Australia’s sheep trade is worth $250 million annually and involves about two million sheep. Steven Walling/Wikipedia, CC BY-SA

If a farmer were caught subjecting animals on his or her property to the suffering endured by the sheep on the Emanuel Exports ship last August, they’d find themselves in court, perhaps in jail, and almost certainly banned from possessing animals in future.

When it’s an export company, it gets a permit for another shipment.

The public, and new Agriculture Minister David Littleproud, have been predictably angered by the recent footage brought to light by Animals Australia, shot by a whistleblower on the ship.

In the August voyage about 2400 animals died horribly, some apparently literally melting, with another couple of hundred unaccounted for. A year before, more than 3000 sheep died on a ship from the same exporter, plying the same route.

For Australia, this is a national disgrace. Sara Netanyahu, wife of the Israeli prime minister, posted a video this week condemning the “tremendous cruelty”, and saying she would approach Lucy Turnbull (the August sheep weren’t bound for Israel, but it does import Australian sheep).

The live cattle trade, mainly centred on south east Asia, is bad enough. The sheep trade (worth A$250 million annually and involving about two million sheep) is worse. Most of the sheep are sent much further - to the Middle East, often into the sweltering northern summer heat. Anyone who has dealt with yarded sheep in hot weather knows how easily they become stressed, let alone in these cramped, frequently filthy conditions for weeks.

We should remember that the current scandal is just a new iteration of a very familiar story. Over the years, the plight of sheep bound for the Middle East has burst into the headlines. Then, after promises by the government of the day that things will change, attention has faded, while the pain and deaths have continued. The total mortality has run into millions.


Read more: Israeli PM Netanyahu says Lucy Turnbull has given promise on sheep issue


In February, Western Australian Agriculture Minister Alannah MacTiernan asked her department to investigate the high death rate in the August 2017 consignment, which had sailed from Fremantle. She said the WA government’s legal advice was that the state’s animal welfare law applied to live export ships. She also wrote to Littleproud.

But it took the footage shot by a Pakistani crew member, Fazal Ullah, to force the issue into the public’s consciousness and galvanise Littleproud into several announcements.

Among his responses, Littleproud has set in train a “short, sharp review of the standards for the sheep trade during the Middle Eastern summer”, which is being done by a veterinarian who has worked in the trade. Littleproud told the ABC, however, that he opposed a ban on the summer trade.

It doesn’t need a review to tell you that for the sheep these voyages - even when they go better than this one did - are hell, whatever “standards” are imposed.

The “regulator” overseeing the trade is the federal Agriculture Department.

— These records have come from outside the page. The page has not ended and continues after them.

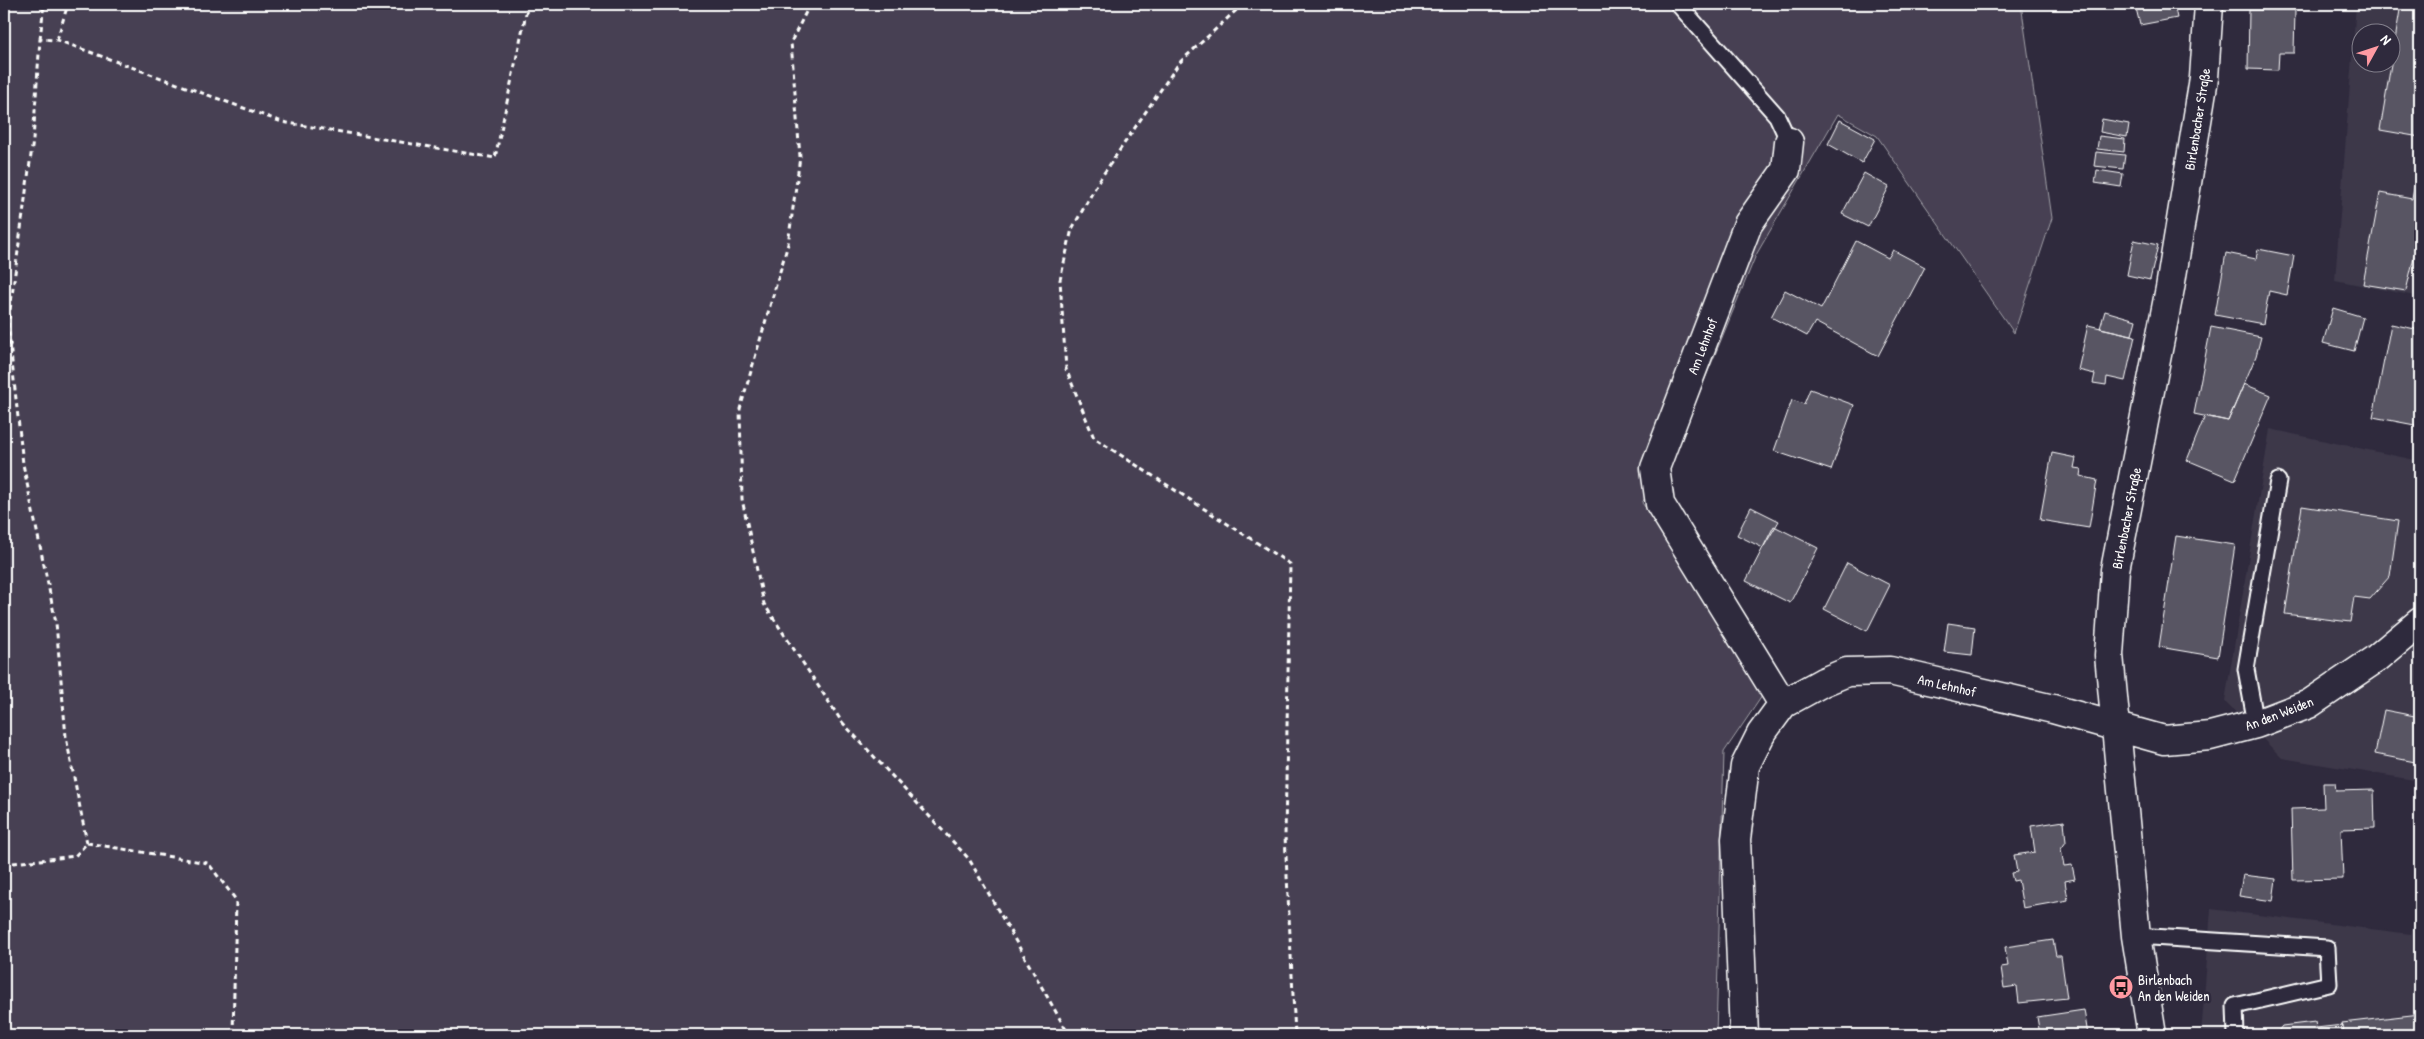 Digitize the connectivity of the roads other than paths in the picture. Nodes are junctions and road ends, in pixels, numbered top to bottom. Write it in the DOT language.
graph roads {
  1 [pos="1678,4"];
  2 [pos="2210,4"];
  3 [pos="1789,142"];
  4 [pos="2278,481"];
  5 [pos="2420,622"];
  6 [pos="1783,704"];
  7 [pos="2256,724"];
  8 [pos="2114,727"];
  9 [pos="2136,936"];
  10 [pos="1744,1035"];
  11 [pos="2152,1035"];
  12 [pos="2236,1035"];
  1 -- 3 [label="lane, Am Lehnhof"];
  2 -- 8 [label="street, Birlenbacher Straße"];
  3 -- 6 [label="street, Am Lehnhof"];
  4 -- 7 [label="lane"];
  5 -- 7 [label="street, An den Weiden"];
  6 -- 8 [label="street, Am Lehnhof"];
  6 -- 10 [label="street, Am Lehnhof"];
  7 -- 8 [label="street, An den Weiden"];
  8 -- 9 [label="street, Birlenbacher Straße"];
  9 -- 11 [label="street, Birlenbacher Straße"];
  9 -- 12 [label="lane"];
} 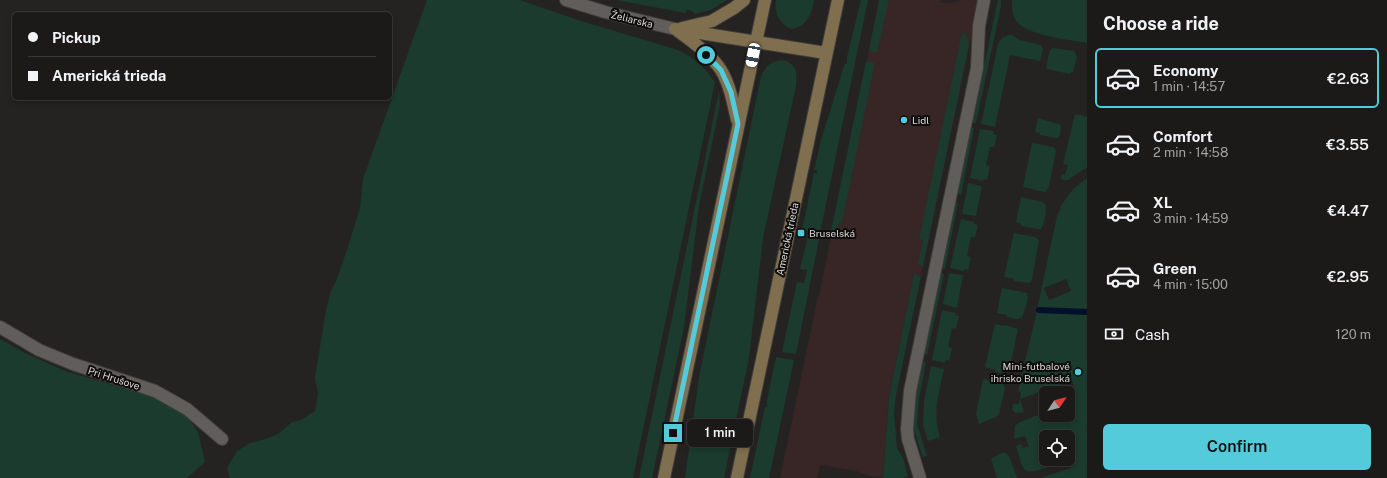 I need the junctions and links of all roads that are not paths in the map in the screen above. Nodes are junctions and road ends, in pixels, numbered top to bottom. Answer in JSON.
{"nodes":[{"id":1,"x":566,"y":0,"type":"edge"},
{"id":2,"x":744,"y":0,"type":"edge"},
{"id":3,"x":765,"y":0,"type":"edge"},
{"id":4,"x":838,"y":0,"type":"edge"},
{"id":5,"x":984,"y":0,"type":"edge"},
{"id":6,"x":675,"y":29,"type":"junction"},
{"id":7,"x":756,"y":42,"type":"junction"},
{"id":8,"x":826,"y":53,"type":"junction"},
{"id":9,"x":738,"y":124,"type":"junction"},
{"id":10,"x":0,"y":327,"type":"edge"},
{"id":11,"x":222,"y":439,"type":"dead end"},
{"id":12,"x":664,"y":478,"type":"edge"},
{"id":13,"x":737,"y":478,"type":"edge"},
{"id":14,"x":920,"y":478,"type":"edge"}],
"edges":[{"from":1,"to":6,"type":"street","name":"Želiarska"},
{"from":2,"to":6,"type":"street"},
{"from":3,"to":7,"type":"street"},
{"from":4,"to":8,"type":"street","name":"Americká trieda"},
{"from":5,"to":14,"type":"street"},
{"from":6,"to":7,"type":"street"},
{"from":6,"to":9,"type":"street"},
{"from":7,"to":8,"type":"street"},
{"from":7,"to":9,"type":"street"},
{"from":8,"to":13,"type":"street","name":"Americká trieda"},
{"from":9,"to":12,"type":"street"},
{"from":10,"to":11,"type":"street","name":"Pri Hrušove"}]} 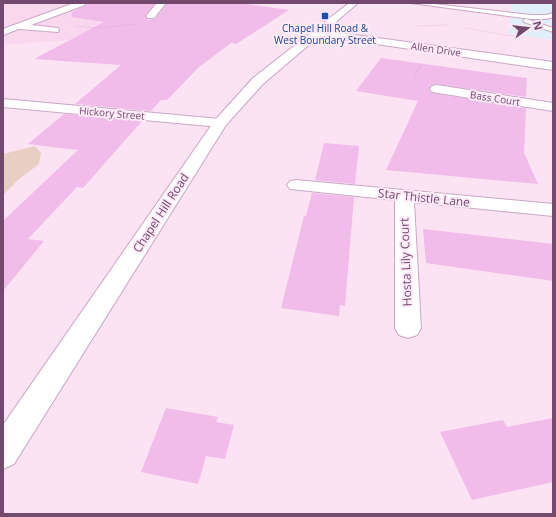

Littleproud said on Monday that ten days previously (before seeing the footage) he had received a report from the department about the August shipment. “I became concerned by that report not finding any breaches of standards by the exporter in question.”

The report says the cause of the high mortality was heat stress but that the Australian Maritime Safety Authority had concluded “all livestock services on the ship were operating satisfactorily during the voyage”. The department had a few words to say to Emanuel about heat management and risk, but a subsequent consignment was approved (its death toll in cooler conditions was lower).

Littleproud said the report didn’t match up with the vision that has subsequently been seen, and he had “some real difficulty” with that. He brought in the attorney-general’s office to advise on who would be best to undertake a review “of the skills and capabilities and culture” of the regulator to provide better investigative powers.

“I am somewhat concerned that we have had to do this”, Littleproud said. Given the known and controversial history of the trade, this is a massive understatement. The handling of the affair is an indictment of the negligence of the department.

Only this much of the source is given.